Casolo G C, Stroder P, Signorini C, Calzolari F, Zucchini M, Balli E, Sulla A, Lazzerini S
Clinica Medica I, University of Florence, Italy.
Circulation. 1992 Jun;85(6):2073-9. doi: 10.1161/01.cir.85.6.2073.
After acute myocardial infarction (AMI), several abnormalities of the autonomic control to the heart have been described. Heart rate (HR) variability has been used to explore the neural control to the heart. A low HR variability count measured 7-13 days after AMI is significantly related to a poor outcome. Little information is available on HR variability early after AMI and its relation to clinical and hemodynamic data.

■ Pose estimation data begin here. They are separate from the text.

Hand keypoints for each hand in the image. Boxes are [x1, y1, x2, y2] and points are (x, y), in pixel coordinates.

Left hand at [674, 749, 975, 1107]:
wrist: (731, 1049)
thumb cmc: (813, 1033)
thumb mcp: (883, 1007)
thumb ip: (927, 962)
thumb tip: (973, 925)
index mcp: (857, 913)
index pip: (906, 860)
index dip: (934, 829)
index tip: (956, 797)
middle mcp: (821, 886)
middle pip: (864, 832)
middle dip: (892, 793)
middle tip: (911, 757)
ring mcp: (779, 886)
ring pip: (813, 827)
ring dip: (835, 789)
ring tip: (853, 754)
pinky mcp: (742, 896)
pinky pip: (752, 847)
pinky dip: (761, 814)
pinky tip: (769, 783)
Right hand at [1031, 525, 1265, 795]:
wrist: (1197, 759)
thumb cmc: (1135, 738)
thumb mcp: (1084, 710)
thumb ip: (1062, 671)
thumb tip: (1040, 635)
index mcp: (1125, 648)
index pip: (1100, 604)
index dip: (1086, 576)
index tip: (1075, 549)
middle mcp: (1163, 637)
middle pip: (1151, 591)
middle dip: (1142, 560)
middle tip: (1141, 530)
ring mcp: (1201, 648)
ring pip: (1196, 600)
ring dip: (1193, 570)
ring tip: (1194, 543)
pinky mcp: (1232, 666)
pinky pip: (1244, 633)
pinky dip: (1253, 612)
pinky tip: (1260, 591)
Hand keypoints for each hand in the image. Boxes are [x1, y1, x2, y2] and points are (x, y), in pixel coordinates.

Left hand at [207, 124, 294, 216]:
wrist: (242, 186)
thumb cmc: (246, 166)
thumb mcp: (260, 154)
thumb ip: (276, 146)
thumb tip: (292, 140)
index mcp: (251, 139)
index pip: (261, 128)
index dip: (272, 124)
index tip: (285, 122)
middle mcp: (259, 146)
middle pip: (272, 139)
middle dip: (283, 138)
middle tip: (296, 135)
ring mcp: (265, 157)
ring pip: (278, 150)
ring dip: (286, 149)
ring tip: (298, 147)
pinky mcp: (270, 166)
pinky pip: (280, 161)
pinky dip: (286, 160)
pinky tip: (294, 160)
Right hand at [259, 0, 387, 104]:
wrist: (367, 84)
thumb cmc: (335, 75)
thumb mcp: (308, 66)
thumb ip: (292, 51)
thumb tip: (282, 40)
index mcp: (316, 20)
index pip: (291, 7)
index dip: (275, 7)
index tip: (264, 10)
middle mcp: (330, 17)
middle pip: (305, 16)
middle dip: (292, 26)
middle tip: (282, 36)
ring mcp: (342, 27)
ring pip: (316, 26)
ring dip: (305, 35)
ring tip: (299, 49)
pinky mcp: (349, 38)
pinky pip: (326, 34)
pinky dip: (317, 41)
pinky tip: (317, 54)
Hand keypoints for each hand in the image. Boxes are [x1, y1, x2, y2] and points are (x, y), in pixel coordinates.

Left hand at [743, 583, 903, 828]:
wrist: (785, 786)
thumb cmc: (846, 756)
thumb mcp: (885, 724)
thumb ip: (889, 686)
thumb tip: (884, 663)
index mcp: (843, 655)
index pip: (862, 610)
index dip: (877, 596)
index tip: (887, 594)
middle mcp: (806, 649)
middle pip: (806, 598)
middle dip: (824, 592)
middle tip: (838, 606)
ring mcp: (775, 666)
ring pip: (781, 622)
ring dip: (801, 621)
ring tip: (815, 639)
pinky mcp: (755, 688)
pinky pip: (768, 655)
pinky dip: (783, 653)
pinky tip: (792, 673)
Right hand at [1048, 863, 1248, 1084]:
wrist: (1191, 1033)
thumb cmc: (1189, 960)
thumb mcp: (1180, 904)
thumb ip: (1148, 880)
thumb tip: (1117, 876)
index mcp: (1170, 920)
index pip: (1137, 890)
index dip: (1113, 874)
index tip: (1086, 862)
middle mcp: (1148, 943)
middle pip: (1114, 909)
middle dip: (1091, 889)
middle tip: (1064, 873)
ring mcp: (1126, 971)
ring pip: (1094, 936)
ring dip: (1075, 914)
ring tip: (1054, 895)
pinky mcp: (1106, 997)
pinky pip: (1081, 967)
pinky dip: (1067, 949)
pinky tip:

We studied 54 consecutive patients (42 men and 12 women; mean age, 60.4 +/- 11 years) with evidence of AMI by collecting the 24-hour HR SD from Holter tapes recorded on day 2 or 3. We also measured HR variability in 15 patients with unstable angina and in 35 age-matched normal subjects. HR variability was lower in AMI than in unstable angina patients (57.6 +/- 21.3 versus 92 +/- 19 msec; p less than 0.001) and controls (105 +/- 12 msec; p less than 0.001). Also, HR variability was greater in non-Q-wave than in Q-wave AMI (p less than 0.0001) and in recombinant tissue-type plasminogen activator-treated patients with respect to the rest of the group (p less than 0.02). No difference was found for infarct site. HR variability was significantly related to mean 24-hour HR, peak creatine kinase-MB, and left ventricular ejection fraction (all p less than 0.0001). Patients belonging to Killip class greater than I or who required the use of diuretics or digitalis had lower counts (p less than 0.004, p less than 0.001, and p less than 0.024, respectively). Six patients died within 20 days after admission to the hospital. In these patients, HR variability was lower than in survivors (31.2 +/- 12 versus 60.9 +/- 20 msec; p less than 0.001), and a value less than 50 msec was significantly associated with mortality (p less than 0.025).
HR variability during the early phase of AMI is decreased and is significantly related to clinical and hemodynamic indexes of severity. The causes for the observed changes in HR variability during AMI may be reduced vagal and/or increased sympathetic outflow to the heart. It is suggested that early measurements of HR variability during AMI may offer important clinical information and contribute to the early risk stratification of patients.
急性心肌梗死(AMI)后,已描述了心脏自主神经控制的几种异常情况。心率(HR)变异性已被用于探索心脏的神经控制。AMI后7 - 13天测得的低HR变异性计数与不良预后显著相关。关于AMI早期的HR变异性及其与临床和血流动力学数据的关系,现有信息较少。
我们连续研究了54例有AMI证据的患者(42例男性和12例女性;平均年龄60.4±11岁),通过收集第2天或第3天记录的动态心电图磁带中的24小时HR标准差。我们还测量了15例不稳定型心绞痛患者和35例年龄匹配的正常受试者的HR变异性。AMI患者的HR变异性低于不稳定型心绞痛患者(57.6±21.3对92±19毫秒;p<0.001)和对照组(105±12毫秒;p<0.001)。此外,非Q波AMI患者的HR变异性高于Q波AMI患者(p<0.0001),且重组组织型纤溶酶原激活剂治疗的患者相对于组内其他患者HR变异性更大(p<0.02)。梗死部位无差异。HR变异性与24小时平均HR、肌酸激酶-MB峰值和左心室射血分数显著相关(均p<0.0001)。属于Killip分级大于I级或需要使用利尿剂或洋地黄的患者计数较低(分别为p<0.004、p<0.001和p<0.024)。6例患者在入院后20天内死亡。在这些患者中,HR变异性低于幸存者(31.2±12对60.9±20毫秒;p<0.001),且值小于50毫秒与死亡率显著相关(p<0.025)。
AMI早期阶段的HR变异性降低,且与严重程度的临床和血流动力学指标显著相关。AMI期间观察到的HR变异性变化的原因可能是迷走神经减少和/或心脏交感神经输出增加。建议在AMI期间早期测量HR变异性可能提供重要的临床信息,并有助于对患者进行早期风险分层。